Wolf wasn't sure if Tommy was telling him the truth, but certainly it would explain how the oni kept control of the half-breeds. He could see ways around the oni enslavement - until then he remembered that all the half-oni would have been born and raised in the oni control. A child could be kept ignorant, molded into believing it was helpless.
Tommy stopped him with a hand on his shoulder. The half-oni's ears twitched. Wolf caught an echo of harsh voices. He would have to accept it as real.
"There are oni ahead of us," Tommy whispered. "We can't go this way. I can only cloud their sight and they have noses like dogs."
Wolf nodded, and followed Tommy back to a tunnel they'd passed before. They went through a maze of turns and up a flight of stairs to go through another grate into a basement stacked high with cardboard boxes. The labels indicated that the boxes once held cans of food. Just as Wolf wondered if they still contained their original contents, Tommy opened a door and the smell of cooking food flooded over them.
Beyond the door was a large kitchen filled with Asians. A low right-angled counter divided the kitchen off from the restaurant's dining room. The long leg into the dining room was a bakery display case filled with buns and breads.

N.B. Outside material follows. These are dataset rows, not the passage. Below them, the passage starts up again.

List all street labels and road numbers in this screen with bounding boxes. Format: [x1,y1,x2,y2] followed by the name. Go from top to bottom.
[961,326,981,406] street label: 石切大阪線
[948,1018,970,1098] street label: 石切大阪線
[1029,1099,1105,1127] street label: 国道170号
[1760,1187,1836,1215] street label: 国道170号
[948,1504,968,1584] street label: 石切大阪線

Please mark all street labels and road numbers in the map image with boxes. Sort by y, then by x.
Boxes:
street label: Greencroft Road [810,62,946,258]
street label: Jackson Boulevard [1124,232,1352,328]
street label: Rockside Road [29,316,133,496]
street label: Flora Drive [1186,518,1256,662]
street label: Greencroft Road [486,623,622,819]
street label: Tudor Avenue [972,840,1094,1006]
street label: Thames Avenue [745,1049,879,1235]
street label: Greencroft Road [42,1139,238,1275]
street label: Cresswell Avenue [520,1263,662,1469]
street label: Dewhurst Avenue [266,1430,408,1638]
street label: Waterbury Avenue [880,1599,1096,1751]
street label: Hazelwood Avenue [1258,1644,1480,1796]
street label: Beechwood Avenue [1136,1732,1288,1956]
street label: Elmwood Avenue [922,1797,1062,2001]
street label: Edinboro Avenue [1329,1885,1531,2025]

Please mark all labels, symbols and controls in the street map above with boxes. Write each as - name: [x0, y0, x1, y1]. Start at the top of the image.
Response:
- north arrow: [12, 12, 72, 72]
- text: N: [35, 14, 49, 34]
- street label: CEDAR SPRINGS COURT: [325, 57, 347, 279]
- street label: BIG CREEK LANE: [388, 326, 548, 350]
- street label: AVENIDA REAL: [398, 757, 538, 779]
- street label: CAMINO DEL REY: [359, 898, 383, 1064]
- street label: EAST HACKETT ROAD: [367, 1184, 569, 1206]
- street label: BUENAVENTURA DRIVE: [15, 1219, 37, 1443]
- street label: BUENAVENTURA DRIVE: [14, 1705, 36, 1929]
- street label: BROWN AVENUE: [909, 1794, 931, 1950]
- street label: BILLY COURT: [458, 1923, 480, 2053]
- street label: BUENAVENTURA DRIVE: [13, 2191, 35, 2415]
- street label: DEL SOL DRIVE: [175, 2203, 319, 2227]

"What are you doing here, Tommy?" One of the cooks, an old man, asked in Mandarin as he took a tray of buns from the oven. "Bringing him here?"
"The oni are in the steam tunnels," Tommy answered in the same tongue.
"Ugh!" the old man grunted. "You get us all killed."
Wolf looked at the crowded kitchen. "These are all mixed bloods?"
"No." Tommy wove through the cooks. "These are all humans. That was my great-uncle."
A herd of children galloped into the kitchen from a back room. Some could pass as human - might even be fully human - but mixed in were children with horns and tails. With cries of dismay, in ones and twos, the adults yanked the children out of Wolf's path, leaving only one child standing alone.
The little female looked up at him fearlessly and he knew her. Zi.
"Hi." She cocked her head, puzzled by his presence. She had a cookie in either hand. She held one up to him. "Do you want a cookie?" And when he hesitated, she added. "I didn't drop it or anything."
"Thank you." Wolf took the cookie with his left hand and bowed slightly to her. "That is very nice of you."
"Come on." Tommy caught him by the left wrist, and said in rough low Elvish. "If oni find you here-they kill everyone."
"What is she doing here?" Wolf resisted being moved. He had demanded that the little female be kept away from people that would poison her against elves.